● Information shown
◇ ◇ ◇
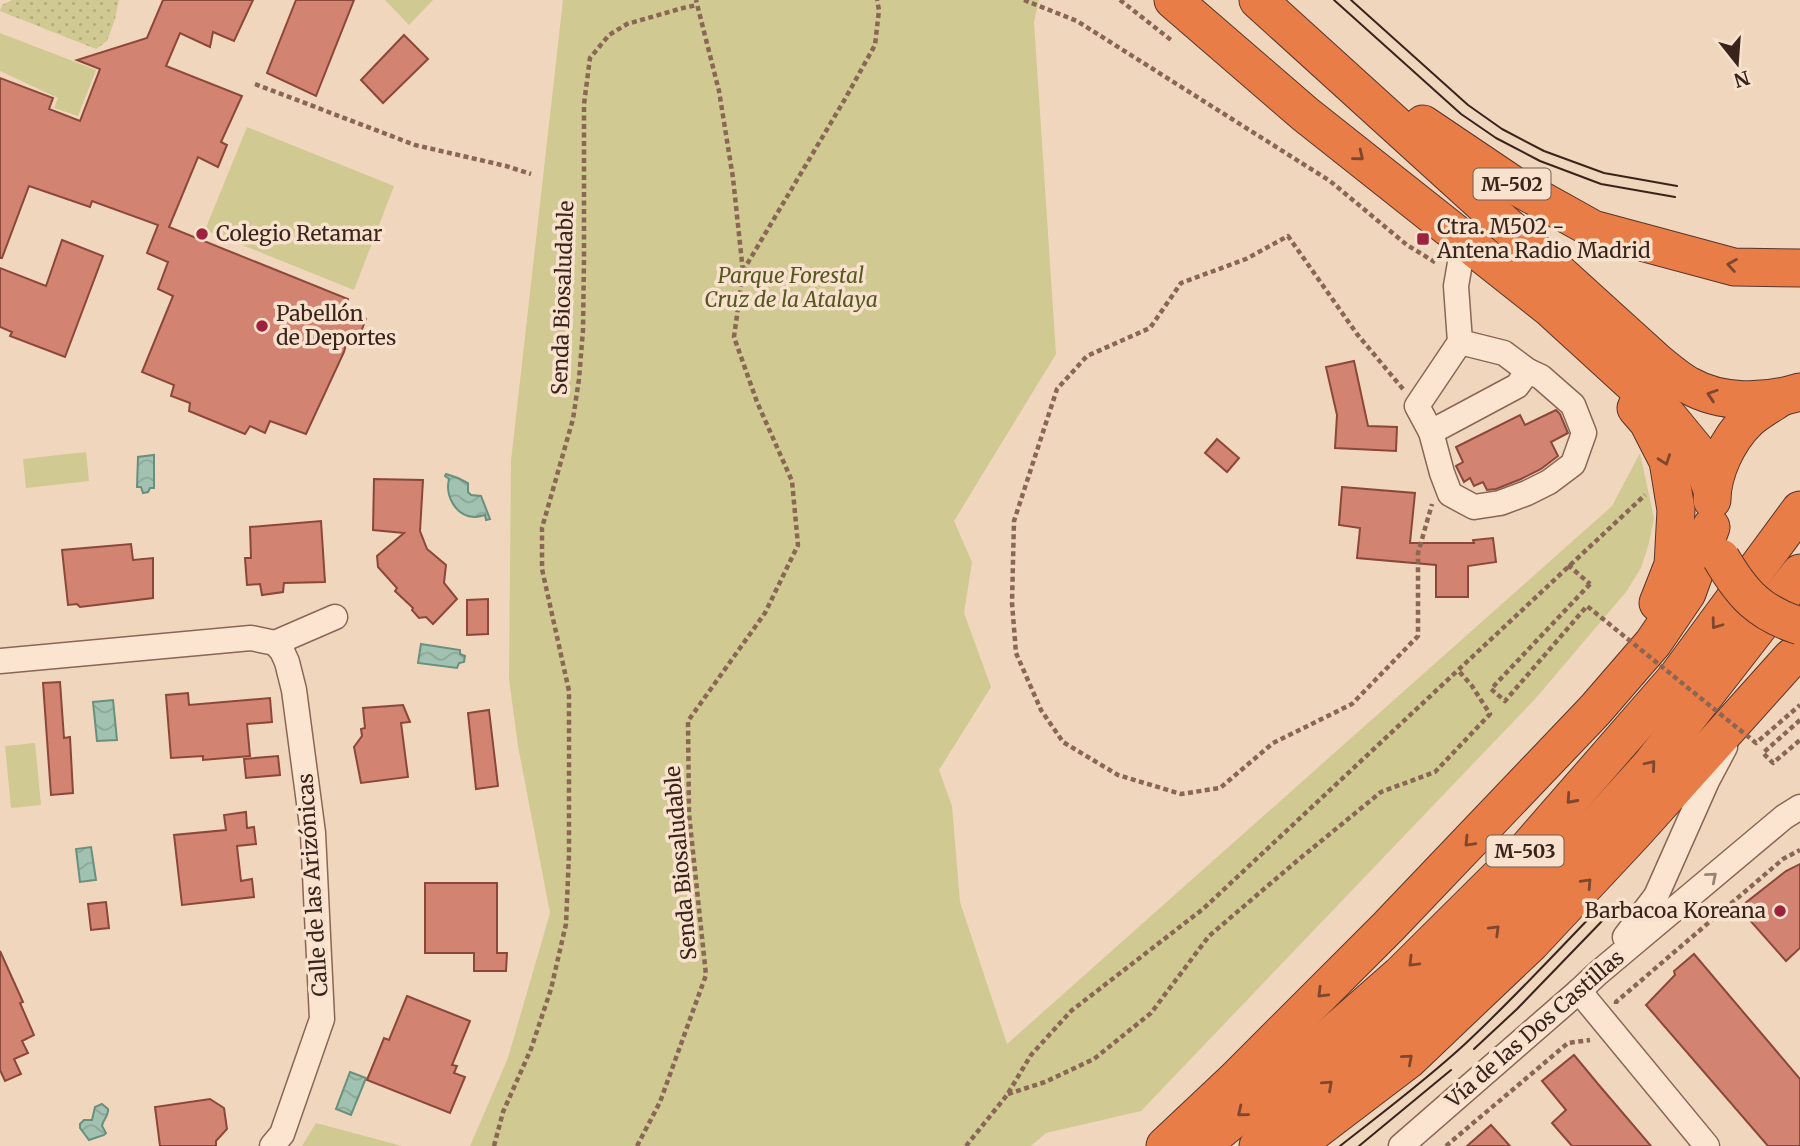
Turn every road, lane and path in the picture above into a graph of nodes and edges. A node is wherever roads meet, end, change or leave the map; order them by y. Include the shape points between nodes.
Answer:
◇ ◇ ◇
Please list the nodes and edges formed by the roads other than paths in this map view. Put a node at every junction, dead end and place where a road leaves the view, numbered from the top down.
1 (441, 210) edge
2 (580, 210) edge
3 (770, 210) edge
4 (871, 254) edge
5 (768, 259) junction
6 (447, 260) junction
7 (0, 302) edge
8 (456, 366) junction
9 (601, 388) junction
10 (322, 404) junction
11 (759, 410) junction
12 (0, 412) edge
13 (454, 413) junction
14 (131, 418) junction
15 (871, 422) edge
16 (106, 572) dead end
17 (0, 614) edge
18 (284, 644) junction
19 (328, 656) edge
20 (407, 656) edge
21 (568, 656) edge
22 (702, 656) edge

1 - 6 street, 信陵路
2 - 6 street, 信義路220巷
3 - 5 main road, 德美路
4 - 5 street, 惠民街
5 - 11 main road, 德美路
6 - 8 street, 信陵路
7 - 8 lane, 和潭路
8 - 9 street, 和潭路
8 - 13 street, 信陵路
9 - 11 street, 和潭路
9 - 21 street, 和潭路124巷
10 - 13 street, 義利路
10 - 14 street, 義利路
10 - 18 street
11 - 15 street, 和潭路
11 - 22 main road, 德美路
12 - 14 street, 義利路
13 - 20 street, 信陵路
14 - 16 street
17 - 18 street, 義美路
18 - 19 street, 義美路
◇ ◇ ◇
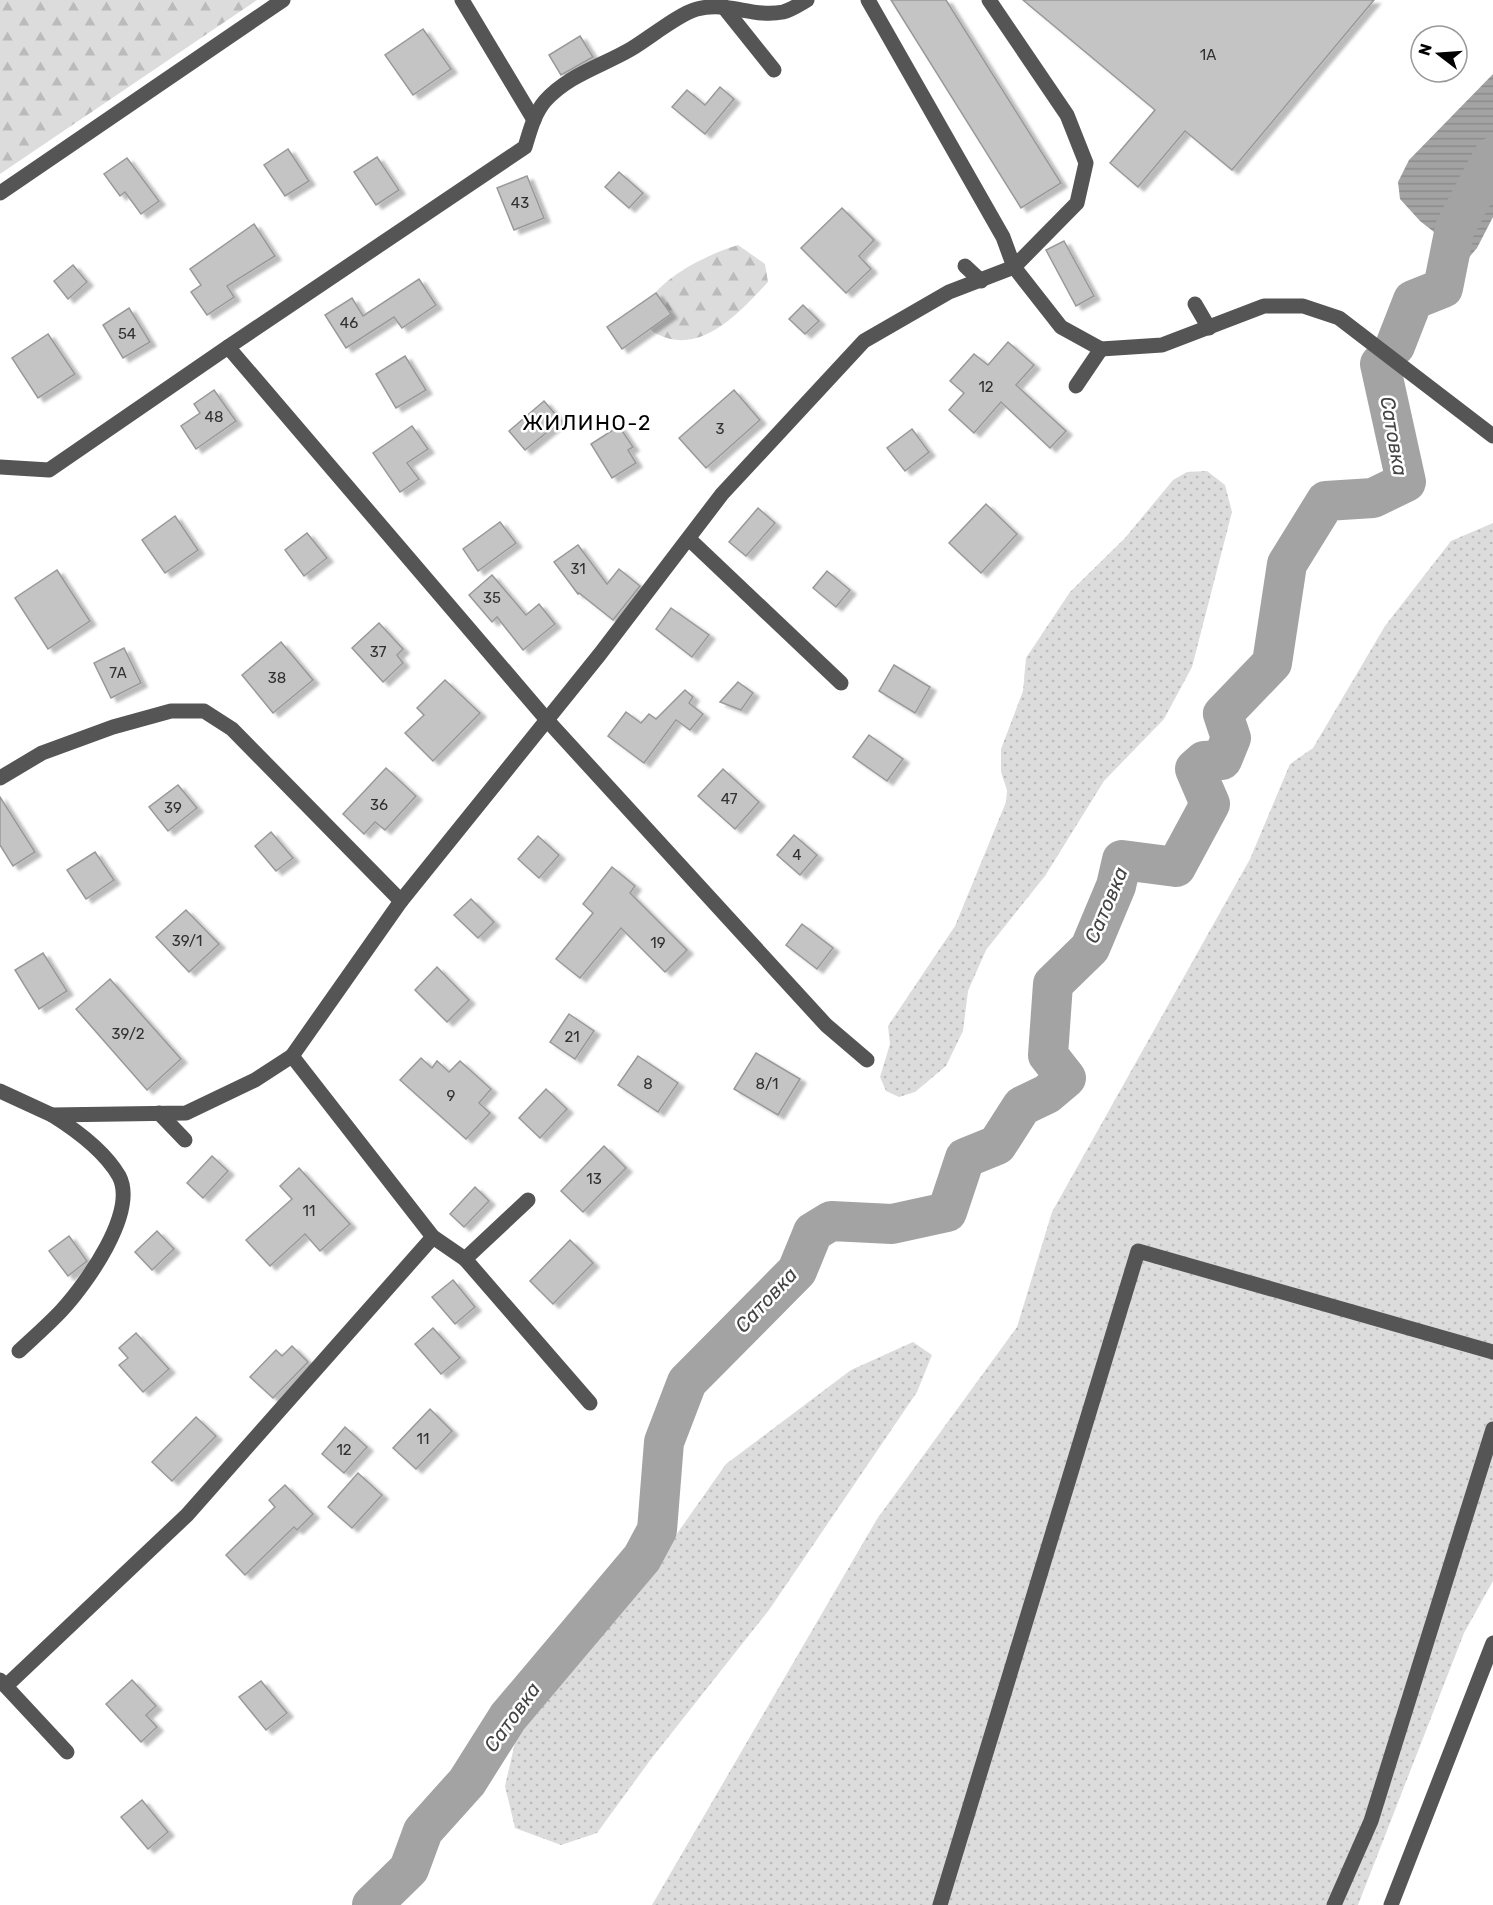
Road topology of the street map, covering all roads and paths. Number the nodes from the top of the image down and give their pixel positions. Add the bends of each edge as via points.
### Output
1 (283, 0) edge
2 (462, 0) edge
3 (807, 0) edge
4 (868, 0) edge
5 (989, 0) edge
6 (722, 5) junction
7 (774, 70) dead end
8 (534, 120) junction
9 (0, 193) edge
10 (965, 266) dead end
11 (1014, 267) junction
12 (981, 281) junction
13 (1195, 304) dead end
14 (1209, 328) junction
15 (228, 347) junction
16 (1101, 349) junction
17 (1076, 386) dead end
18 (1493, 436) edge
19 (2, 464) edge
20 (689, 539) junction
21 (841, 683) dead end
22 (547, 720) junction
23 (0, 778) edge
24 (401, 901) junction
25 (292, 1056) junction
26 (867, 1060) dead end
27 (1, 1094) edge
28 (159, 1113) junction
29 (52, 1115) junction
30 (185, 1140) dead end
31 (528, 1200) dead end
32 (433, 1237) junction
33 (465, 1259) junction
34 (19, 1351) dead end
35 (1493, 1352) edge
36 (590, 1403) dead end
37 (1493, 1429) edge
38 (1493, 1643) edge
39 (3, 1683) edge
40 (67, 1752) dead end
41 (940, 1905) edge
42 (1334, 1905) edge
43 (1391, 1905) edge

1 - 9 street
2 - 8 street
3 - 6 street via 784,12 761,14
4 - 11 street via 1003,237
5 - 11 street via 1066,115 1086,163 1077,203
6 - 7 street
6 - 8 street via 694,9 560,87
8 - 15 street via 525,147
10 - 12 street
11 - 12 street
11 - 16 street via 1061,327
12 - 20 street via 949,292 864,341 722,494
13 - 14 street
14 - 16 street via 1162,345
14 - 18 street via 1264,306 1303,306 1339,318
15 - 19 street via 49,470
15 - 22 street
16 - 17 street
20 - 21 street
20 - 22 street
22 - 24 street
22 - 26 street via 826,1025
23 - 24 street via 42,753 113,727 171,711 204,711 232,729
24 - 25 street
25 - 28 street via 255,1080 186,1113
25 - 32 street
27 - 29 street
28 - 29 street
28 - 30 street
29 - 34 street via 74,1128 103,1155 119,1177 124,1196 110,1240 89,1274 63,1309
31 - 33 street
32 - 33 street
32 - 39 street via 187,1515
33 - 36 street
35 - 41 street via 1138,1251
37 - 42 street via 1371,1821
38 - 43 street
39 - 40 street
◇ ◇ ◇
Which of the lines in the data hold the string "points"? Report each of them by copying it.

Turn every road, lane and path in the picture above into a graph of nodes and edges. A node is wherever roads meet, end, change or leave the map; order them by y. Include the shape points between nodes.
Road topology of the street map, covering all roads and paths. Number the nodes from the top of the image down and give their pixel positions. Add the bends of each edge as via points.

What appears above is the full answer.